President Carter has decided to challenge Sen. Edward M. Kennedy, (D-Mass.) to a series of nationally televised debates during their looming battle for the 1980 Democratic presidential nomination, according to White House aides.
If Kennedy agrees, it would be the first time that a president has met a challenger from the same party in such a forum.
In 1976 President Ford debated Carter, his Democratic opponent.
"The president has decided to debate Kennedy," presidential adviser said. "It will probably be in the same format of the debates in the 1976 campaign."
Under those ground rules, the League of Women Voters arranges the debates and selects questioners from print and broadcast journalists. Participants are permitted to offer rebuttals to the answers of their opponent, in keeping with traditional debating rules.
White House press secretary Jody Powell said yesterday that he is unaware of any plans to challenge Kennedy to debate. He did not deny that such a challenge may be issued, but said he knew of no "serious discussions" of it at the White House $.)

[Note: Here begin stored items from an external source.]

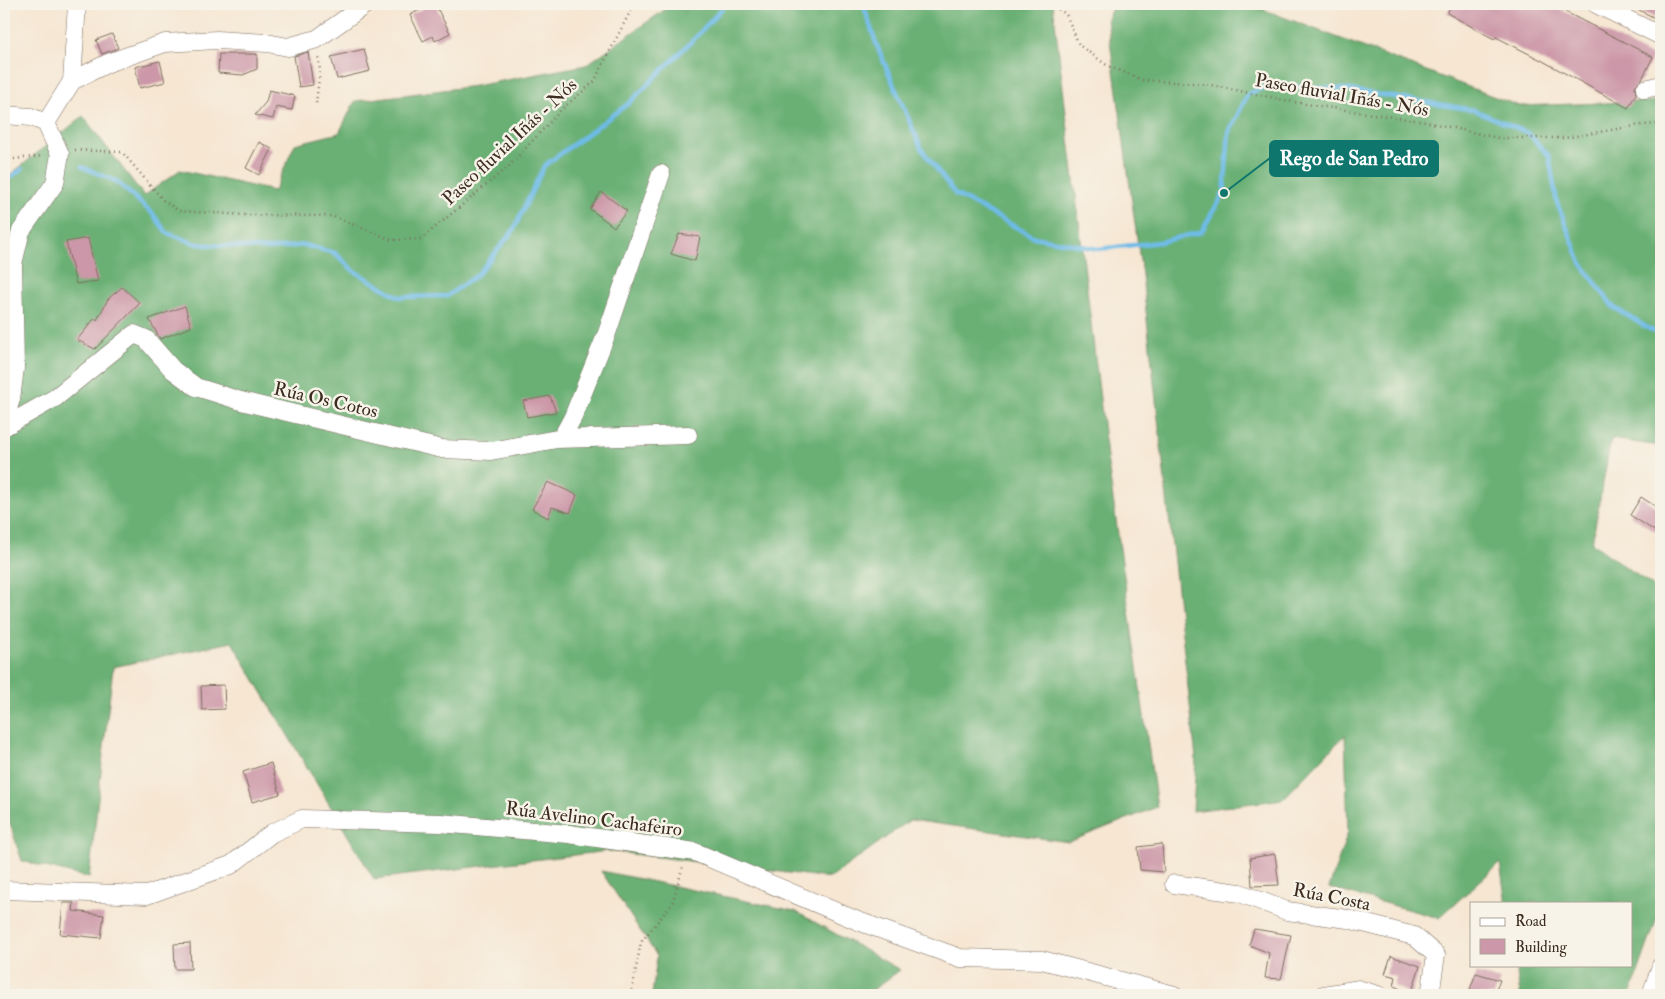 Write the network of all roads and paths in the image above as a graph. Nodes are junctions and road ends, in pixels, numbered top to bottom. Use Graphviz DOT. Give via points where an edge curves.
graph roads {
  1 [pos="77,4"];
  2 [pos="366,4"];
  3 [pos="634,4"];
  4 [pos="1050,4"];
  5 [pos="1596,4"];
  6 [pos="1661,36"];
  7 [pos="317,39"];
  8 [pos="72,81"];
  9 [pos="316,103"];
  10 [pos="4,115"];
  11 [pos="46,123"];
  12 [pos="1661,124"];
  13 [pos="60,154"];
  14 [pos="4,160"];
  15 [pos="661,174"];
  16 [pos="4,425"];
  17 [pos="688,434"];
  18 [pos="561,438"];
  19 [pos="685,851"];
  20 [pos="1174,884"];
  21 [pos="4,890"];
  22 [pos="1661,966"];
  23 [pos="630,995"];
  24 [pos="1174,995"];
  25 [pos="1323,995"];
  26 [pos="1378,995"];
  27 [pos="1430,995"];
  28 [pos="1651,995"];
  1 -- 8 [label="street"];
  2 -- 7 [label="street"];
  3 -- 13 [label="path, Paseo fluvial Iñás - Nós" via="594,82 563,108 509,166 421,239 392,240 332,216 179,211 163,200 122,152 82,149"];
  4 -- 12 [label="path, Paseo fluvial Iñás - Nós" via="1066,14 1079,45 1108,66 1144,80 1206,84 1427,122 1498,138 1565,138"];
  5 -- 6 [label="street"];
  7 -- 8 [label="street" via="288,47 217,40 165,42 108,63"];
  7 -- 9 [label="path" via="320,70"];
  8 -- 11 [label="street"];
  10 -- 11 [label="street" via="31,117"];
  11 -- 13 [label="street"];
  13 -- 14 [label="path, Paseo fluvial Iñás - Nós"];
  13 -- 16 [label="street" via="55,183 21,231 13,264 15,368"];
  15 -- 18 [label="street" via="607,333 573,417"];
  16 -- 18 [label="street, Rúa Os Cotos" via="55,398 134,334 146,339 173,370 196,387 240,401 442,449 491,451"];
  17 -- 18 [label="street, Rúa Os Cotos"];
  19 -- 21 [label="street, Rúa Avelino Cachafeiro" via="559,833 440,823 302,819 272,833 231,865 147,895"];
  19 -- 23 [label="path" via="672,904 641,942"];
  19 -- 24 [label="street, Rúa Avelino Cachafeiro" via="695,852 858,921 960,958 1042,960"];
  20 -- 27 [label="street, Rúa Costa" via="1240,893 1287,911 1348,918 1414,936 1436,955"];
  22 -- 28 [label="street"];
  25 -- 26 [label="street" via="1358,989"];
}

"It's possible," a spokesman for Kennedy said when asked if the senator would accept a Carter offer to debate. But Tom Southwick, Kennedy's press secretary, said no formal proposal had been made.
A drawback for Carter in offering to debate Kennedy is that the senator would be given instant equality with the president, erasing some of Carter's advantage as the incumbent.
That was the principal lesson of Sen. John F. Kennedy's 1960 debate with Vice President Nixon. The relatively lillle-known Democratic senator was suddenly an equal to the Republican who had spent two terms in the White House operation.
Clearly, Carter sees more potential gain than loss in meeting Kennedy head-on. Aides say the president has demonstrated an ability to deal with tough questions under pressure both at news conferences and town meeting. "We have an advantage over Kennedy in that respect," a Carter adviser said.
While Kennedy can be dramatic in delivering a prepared speech, he tends to speak in fractured phrases during the give-and-take of Senate debate.
If Kennedy accepts a challenge to debate, he too, will be violating an important political law: never debate an opponent when you are leading in the polls.